Friday, February 23, 2007

Discussion about Frey

I think it is an author's responsibility to tell the absolute truth when writing a non fiction piece. It is unethical to lead readers in the wrong direction. However, how will anyone ever know when a non fiction piece doesn't have any fiction parts? I think that an author would embellish on an even to make it more interesting, but all they really have to do is add a short sentence such as, this is how it felt, or this is what could have or would have happened.

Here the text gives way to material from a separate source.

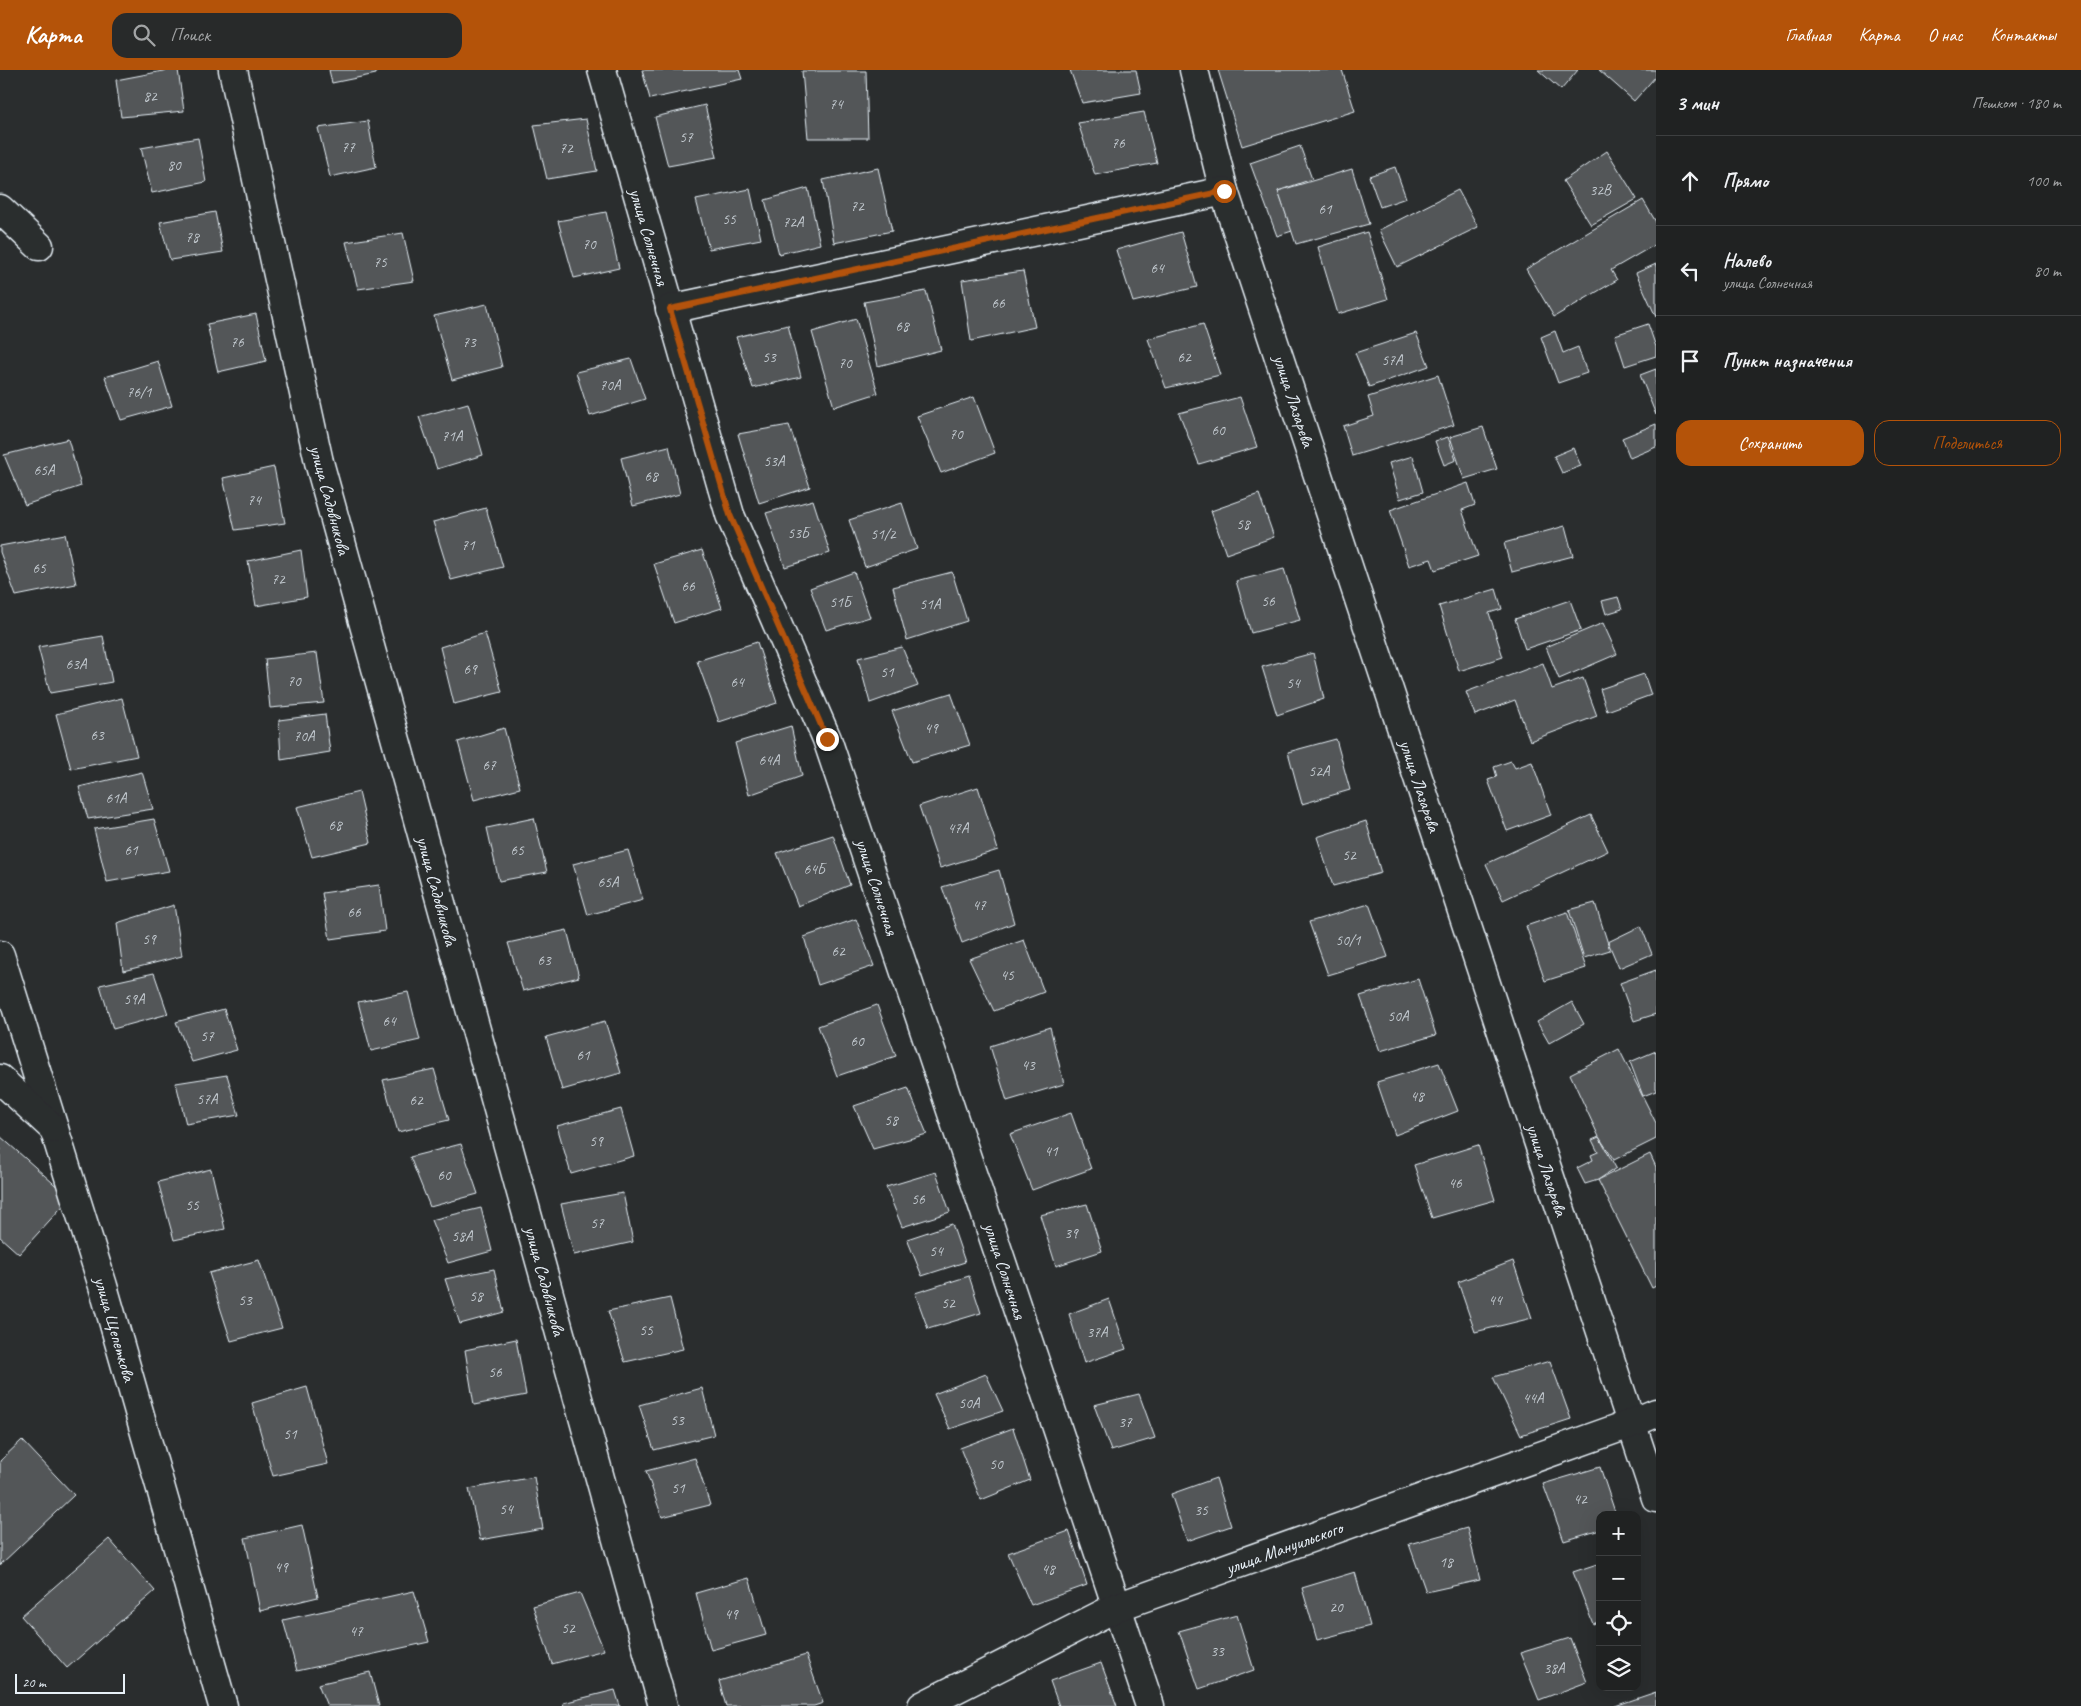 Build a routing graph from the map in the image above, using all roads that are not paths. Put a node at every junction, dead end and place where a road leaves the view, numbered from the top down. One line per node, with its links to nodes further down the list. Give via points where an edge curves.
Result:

I have never read Frey's book, but I have definately heard of it. Before hearing about all of the lies that Frey wrote about, his book was very popular. Why couldn't Frey have just labeled his book fiction. I think it is becasue saying that you actually went through something gives it a different effect they saying that you just made something up.


mike said...

Wow, we both feel the same. I understand your point well because that is sort of how I feel. The only thing I would say otherwise is that Frey could not get the book published as fiction so that's why he published it as non-fiction. I wasn't as easy as just labeling it fiction because he could not get it published. However, it got published because a work like that sounds more interesting if it actually happened.

S. Chandler said...

Are there any "lies" that you think are worse than others? Did you feel betrayed? Is it as wrong to lie "intentionally" as "unitentionally"?

Should we hold authors accountable for not reflecting on and questioning their work? Or just for conciously deceiving their readers? This is not what was going on with Frey, but it is something to think about.

What ARE a writer's responsibilities?